What makes this robot special is that it’s powered by light, doesn’t need batteries, and can climb up very steep paths, even as steep as 80 degrees.
It can also carry items more than 12 times its own weight.
The invention comes from researchers at North Carolina State University. According to Jie Yin, a mechanical and aerospace engineering professor who led the project, their past robots moved well in water or on solid ground.
But this time, they wanted to build a robot that could move cargo across open spaces in the air.
Their solution was to design a robot that follows a suspended track, much like a ski lift.
The robot itself is made from a soft, ribbon-like material called a liquid crystal elastomer.
The ribbon is twisted into a spiral shape, similar to a rotini pasta noodle, and then formed into a loop that looks like a bracelet.
This loop, or “soft ring robot,” is wrapped around a wire, thread, or cable two or three times. This wrapping causes the robot to hang at an angle that matches the wire.
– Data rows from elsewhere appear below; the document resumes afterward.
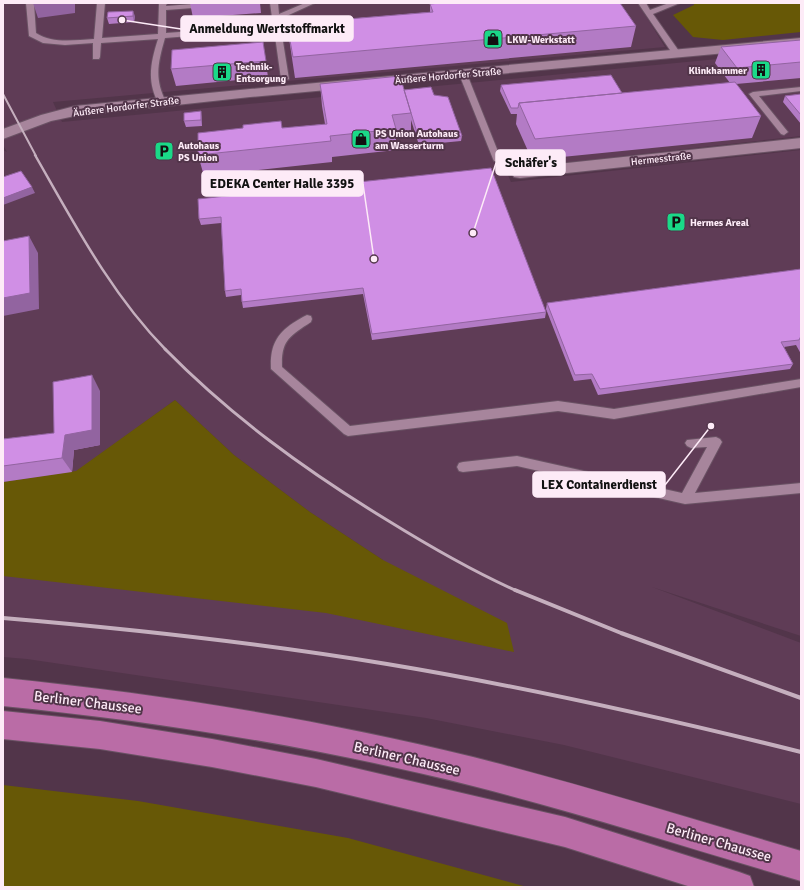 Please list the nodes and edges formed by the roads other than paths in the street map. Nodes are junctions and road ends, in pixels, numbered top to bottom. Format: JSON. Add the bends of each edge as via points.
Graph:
{"nodes":[{"id":1,"x":30,"y":3,"type":"edge"},
{"id":2,"x":101,"y":3,"type":"edge"},
{"id":3,"x":274,"y":3,"type":"edge"},
{"id":4,"x":311,"y":3,"type":"edge"},
{"id":5,"x":642,"y":3,"type":"edge"},
{"id":6,"x":676,"y":3,"type":"edge"},
{"id":7,"x":163,"y":5,"type":"edge"},
{"id":8,"x":193,"y":6,"type":"dead end"},
{"id":9,"x":648,"y":12,"type":"junction"},
{"id":10,"x":276,"y":18,"type":"junction"},
{"id":11,"x":308,"y":24,"type":"edge"},
{"id":12,"x":277,"y":27,"type":"junction"},
{"id":13,"x":162,"y":36,"type":"junction"},
{"id":14,"x":97,"y":41,"type":"junction"},
{"id":15,"x":801,"y":42,"type":"edge"},
{"id":16,"x":677,"y":54,"type":"junction"},
{"id":17,"x":96,"y":57,"type":"dead end"},
{"id":18,"x":463,"y":74,"type":"junction"},
{"id":19,"x":285,"y":79,"type":"dead end"},
{"id":20,"x":801,"y":89,"type":"edge"},
{"id":21,"x":162,"y":102,"type":"junction"},
{"id":22,"x":784,"y":132,"type":"dead end"},
{"id":23,"x":3,"y":134,"type":"edge"},
{"id":24,"x":801,"y":143,"type":"edge"},
{"id":25,"x":497,"y":159,"type":"dead end"},
{"id":26,"x":520,"y":173,"type":"dead end"},
{"id":27,"x":307,"y":319,"type":"dead end"},
{"id":28,"x":801,"y":383,"type":"edge"},
{"id":29,"x":691,"y":443,"type":"dead end"},
{"id":30,"x":463,"y":467,"type":"dead end"},
{"id":31,"x":801,"y":488,"type":"edge"},
{"id":32,"x":685,"y":499,"type":"junction"},
{"id":33,"x":3,"y":692,"type":"edge"},
{"id":34,"x":3,"y":725,"type":"edge"},
{"id":35,"x":801,"y":866,"type":"edge"},
{"id":36,"x":739,"y":887,"type":"edge"}],
"edges":[{"from":1,"to":14,"type":"lane","via":[[32,34],[43,41]]},
{"from":2,"to":14,"type":"lane"},
{"from":3,"to":10,"type":"lane"},
{"from":4,"to":10,"type":"lane"},
{"from":5,"to":9,"type":"lane"},
{"from":6,"to":9,"type":"lane"},
{"from":7,"to":8,"type":"lane"},
{"from":7,"to":13,"type":"lane"},
{"from":9,"to":16,"type":"lane"},
{"from":10,"to":12,"type":"lane"},
{"from":11,"to":12,"type":"lane"},
{"from":12,"to":13,"type":"lane"},
{"from":12,"to":19,"type":"lane"},
{"from":13,"to":14,"type":"lane"},
{"from":13,"to":21,"type":"lane","via":[[153,67],[156,91]]},
{"from":14,"to":17,"type":"lane"},
{"from":15,"to":16,"type":"street","name":"Äußere Hordorfer Straße"},
{"from":16,"to":18,"type":"street","name":"Äußere Hordorfer Straße"},
{"from":18,"to":21,"type":"street","name":"Äußere Hordorfer Straße"},
{"from":18,"to":25,"type":"lane"},
{"from":20,"to":22,"type":"lane","via":[[753,94]]},
{"from":21,"to":23,"type":"street","name":"Äußere Hordorfer Straße","via":[[75,111],[46,118]]},
{"from":24,"to":26,"type":"street","name":"Hermesstraße"},
{"from":27,"to":28,"type":"lane","via":[[283,335],[275,354],[276,369],[348,430],[558,406],[614,414]]},
{"from":29,"to":32,"type":"lane","via":[[716,442]]},
{"from":30,"to":32,"type":"lane","via":[[517,461]]},
{"from":31,"to":32,"type":"lane"},
{"from":33,"to":35,"type":"main road","name":"Berliner Chaussee","via":[[86,700],[296,734],[426,761],[546,791]]},
{"from":34,"to":36,"type":"main road","via":[[100,735],[316,773],[565,832]]}]} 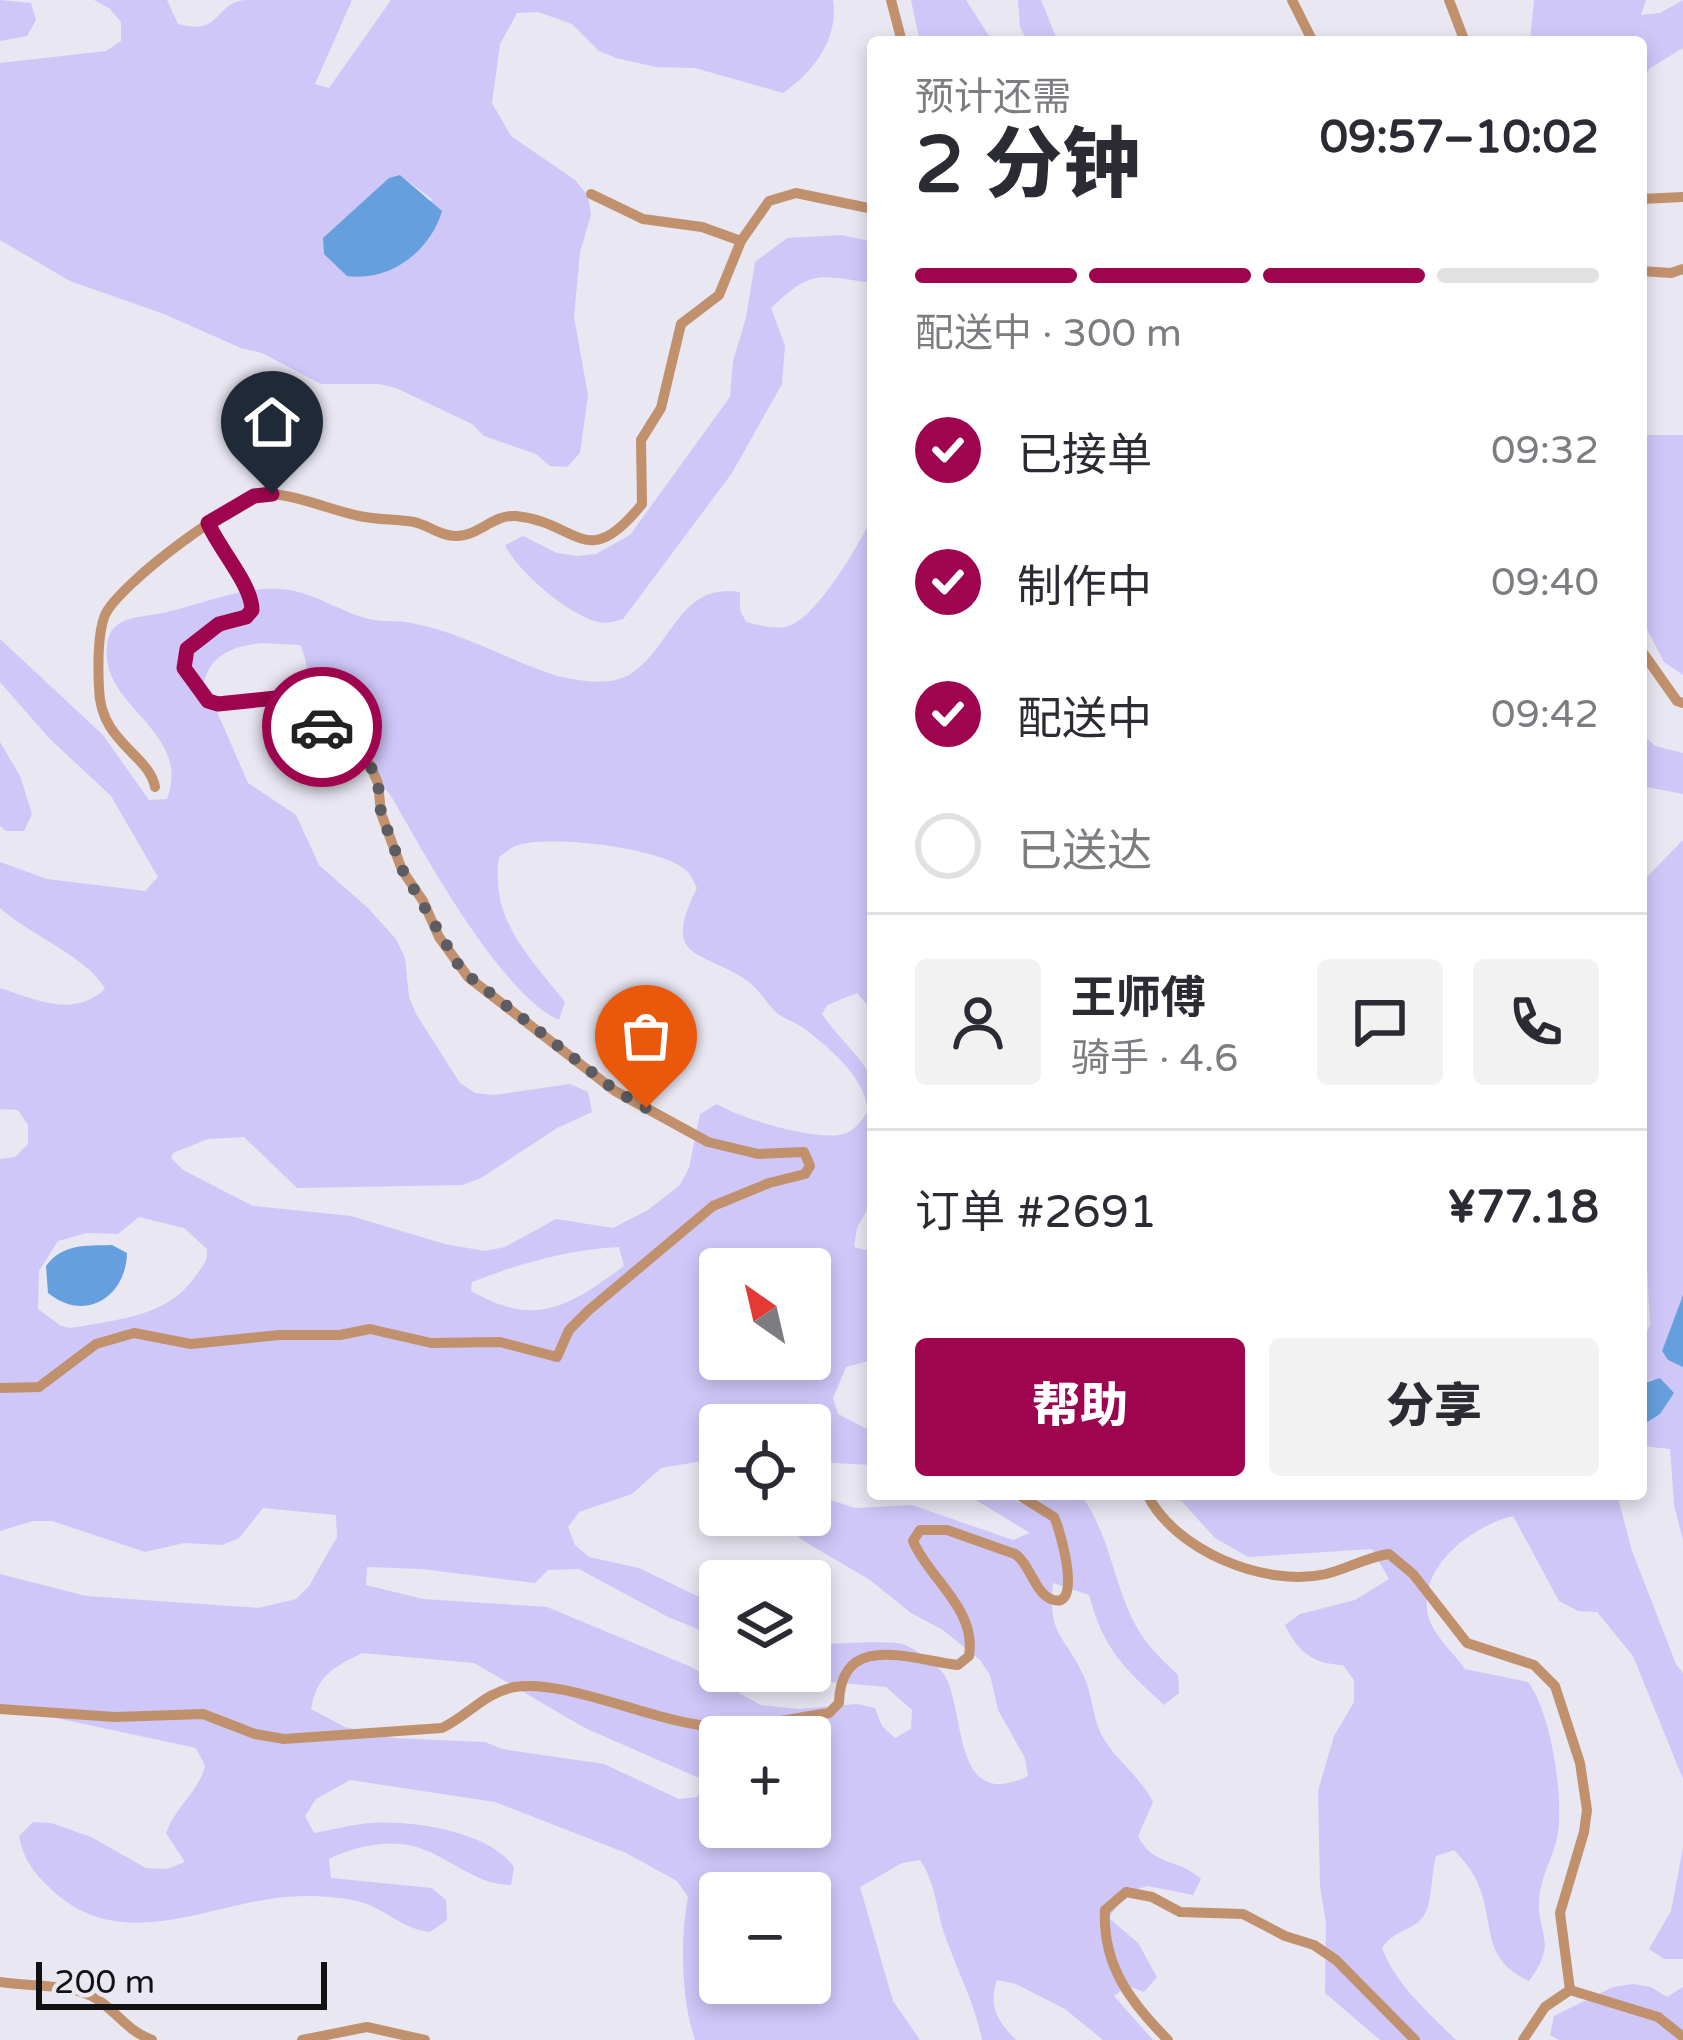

When infrared light shines on the robot from the side, the parts of the ribbon facing the light heat up and shrink slightly. This shrinking creates a rolling motion that pulls the cooler part of the ribbon into the light. That cooler part then heats up while the previous section cools down, causing the cycle to continue. This twist-and-roll action moves the robot forward along the wire.
Yin explains that this movement is similar to turning a screw—it keeps the robot climbing, even when it’s carrying a load or going up a steep slope.
The researchers tested the robot on different tracks and found it could move along wires as thin as a human hair or as thick as a drinking straw. It could even get past obstacles like knots in the wire. The robot was also able to travel along curved paths, including circles and spirals, not just in straight lines.
Lead author Fangjie Qi, a Ph.D. student, says the robot’s ability to follow complex routes makes it promising for real-world uses. The team is now exploring how to power the robot with other energy sources, like sunlight, to expand where and how it can be used.
This tiny robot could one day help deliver small packages or perform tasks in hard-to-reach places—all with just a bit of light.